All of the entries need to be printed again exactly; pictures are the only thing to omit.
[[ Available data, beginning ]]
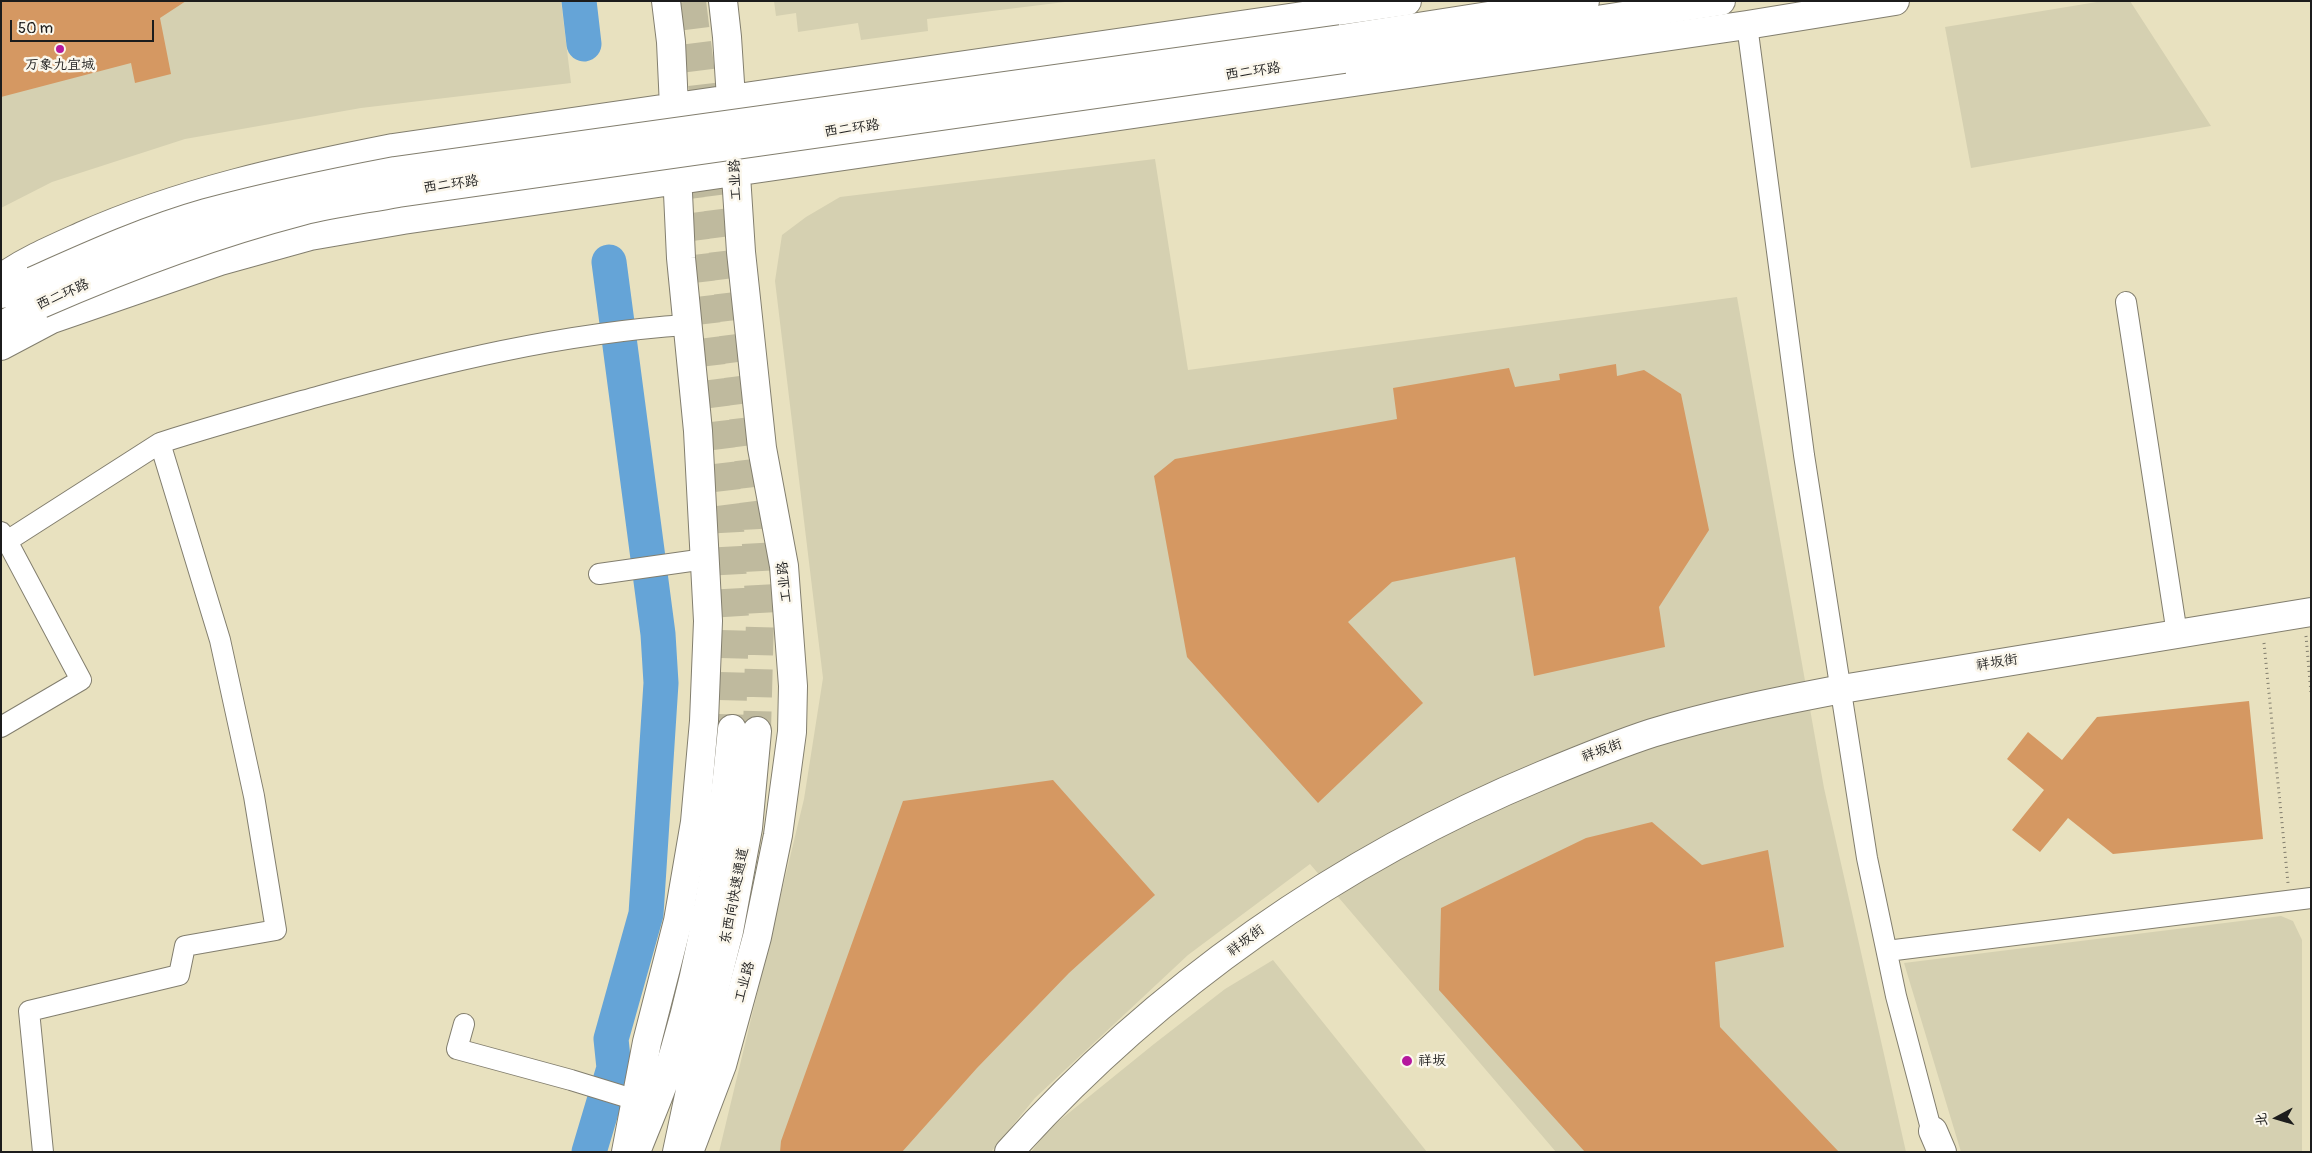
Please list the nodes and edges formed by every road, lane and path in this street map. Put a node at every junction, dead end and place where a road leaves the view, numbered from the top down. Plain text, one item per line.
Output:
1 (666, 1) edge
2 (723, 1) edge
3 (1407, 1) edge
4 (1585, 1) edge
5 (1721, 1) edge
6 (1895, 1) edge
7 (1292, 9) edge
8 (1747, 25) junction
9 (1343, 49) junction
10 (731, 98) junction
11 (674, 107) junction
12 (736, 171) junction
13 (677, 180) junction
14 (1, 278) edge
15 (37, 293) junction
16 (1, 294) edge
17 (2126, 302) dead end
18 (687, 324) junction
19 (1, 326) edge
20 (1, 346) edge
21 (160, 443) junction
22 (4, 536) edge
23 (705, 560) junction
24 (599, 574) dead end
25 (2307, 613) edge
26 (2262, 620) junction
27 (2177, 634) junction
28 (1842, 689) junction
29 (2311, 693) edge
30 (1, 727) edge
31 (745, 730) tunnel mouth
32 (2311, 898) edge
33 (2289, 901) junction
34 (1887, 951) junction
35 (464, 1024) dead end
36 (686, 1054) junction
37 (625, 1096) junction
38 (1937, 1145) edge
39 (43, 1152) edge
40 (626, 1152) edge
41 (636, 1152) edge
42 (677, 1152) edge
43 (689, 1152) edge
44 (1009, 1152) edge

1 - 11 main road
2 - 10 main road, 工业路
3 - 7 main road
4 - 9 main road, 西二环路
5 - 9 main road, 西二环路
6 - 8 main road
7 - 10 main road
8 - 12 main road
8 - 28 street
9 - 15 main road, 西二环路, bridge
10 - 11 main road
10 - 12 main road, 工业路
11 - 13 main road
11 - 14 main road
12 - 13 main road
12 - 43 main road, 工业路
13 - 18 main road
13 - 20 main road
15 - 16 main road, 西二环路
15 - 19 main road, 西二环路
17 - 27 street
18 - 21 street
18 - 23 main road
21 - 22 street
21 - 39 street
22 - 30 street
23 - 24 street
23 - 37 main road
25 - 26 main road, 祥坂街
25 - 29 path
26 - 27 main road, 祥坂街
26 - 33 path
27 - 28 main road, 祥坂街
28 - 34 street
28 - 44 main road, 祥坂街
31 - 36 main road, 东西向快速通道
32 - 33 street
33 - 34 street
34 - 38 street
35 - 37 street
36 - 41 main road
36 - 42 main road
37 - 40 main road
[[ Available data, end ]]
Written response
Please list the nodes and edges formed by every road, lane and path in this street map. Put a node at every junction, dead end and place where a road leaves the view, numbered from the top down. Plain text, one item per line.
Output:
1 (666, 1) edge
2 (723, 1) edge
3 (1407, 1) edge
4 (1585, 1) edge
5 (1721, 1) edge
6 (1895, 1) edge
7 (1292, 9) edge
8 (1747, 25) junction
9 (1343, 49) junction
10 (731, 98) junction
11 (674, 107) junction
12 (736, 171) junction
13 (677, 180) junction
14 (1, 278) edge
15 (37, 293) junction
16 (1, 294) edge
17 (2126, 302) dead end
18 (687, 324) junction
19 (1, 326) edge
20 (1, 346) edge
21 (160, 443) junction
22 (4, 536) edge
23 (705, 560) junction
24 (599, 574) dead end
25 (2307, 613) edge
26 (2262, 620) junction
27 (2177, 634) junction
28 (1842, 689) junction
29 (2311, 693) edge
30 (1, 727) edge
31 (745, 730) tunnel mouth
32 (2311, 898) edge
33 (2289, 901) junction
34 (1887, 951) junction
35 (464, 1024) dead end
36 (686, 1054) junction
37 (625, 1096) junction
38 (1937, 1145) edge
39 (43, 1152) edge
40 (626, 1152) edge
41 (636, 1152) edge
42 (677, 1152) edge
43 (689, 1152) edge
44 (1009, 1152) edge

1 - 11 main road
2 - 10 main road, 工业路
3 - 7 main road
4 - 9 main road, 西二环路
5 - 9 main road, 西二环路
6 - 8 main road
7 - 10 main road
8 - 12 main road
8 - 28 street
9 - 15 main road, 西二环路, bridge
10 - 11 main road
10 - 12 main road, 工业路
11 - 13 main road
11 - 14 main road
12 - 13 main road
12 - 43 main road, 工业路
13 - 18 main road
13 - 20 main road
15 - 16 main road, 西二环路
15 - 19 main road, 西二环路
17 - 27 street
18 - 21 street
18 - 23 main road
21 - 22 street
21 - 39 street
22 - 30 street
23 - 24 street
23 - 37 main road
25 - 26 main road, 祥坂街
25 - 29 path
26 - 27 main road, 祥坂街
26 - 33 path
27 - 28 main road, 祥坂街
28 - 34 street
28 - 44 main road, 祥坂街
31 - 36 main road, 东西向快速通道
32 - 33 street
33 - 34 street
34 - 38 street
35 - 37 street
36 - 41 main road
36 - 42 main road
37 - 40 main road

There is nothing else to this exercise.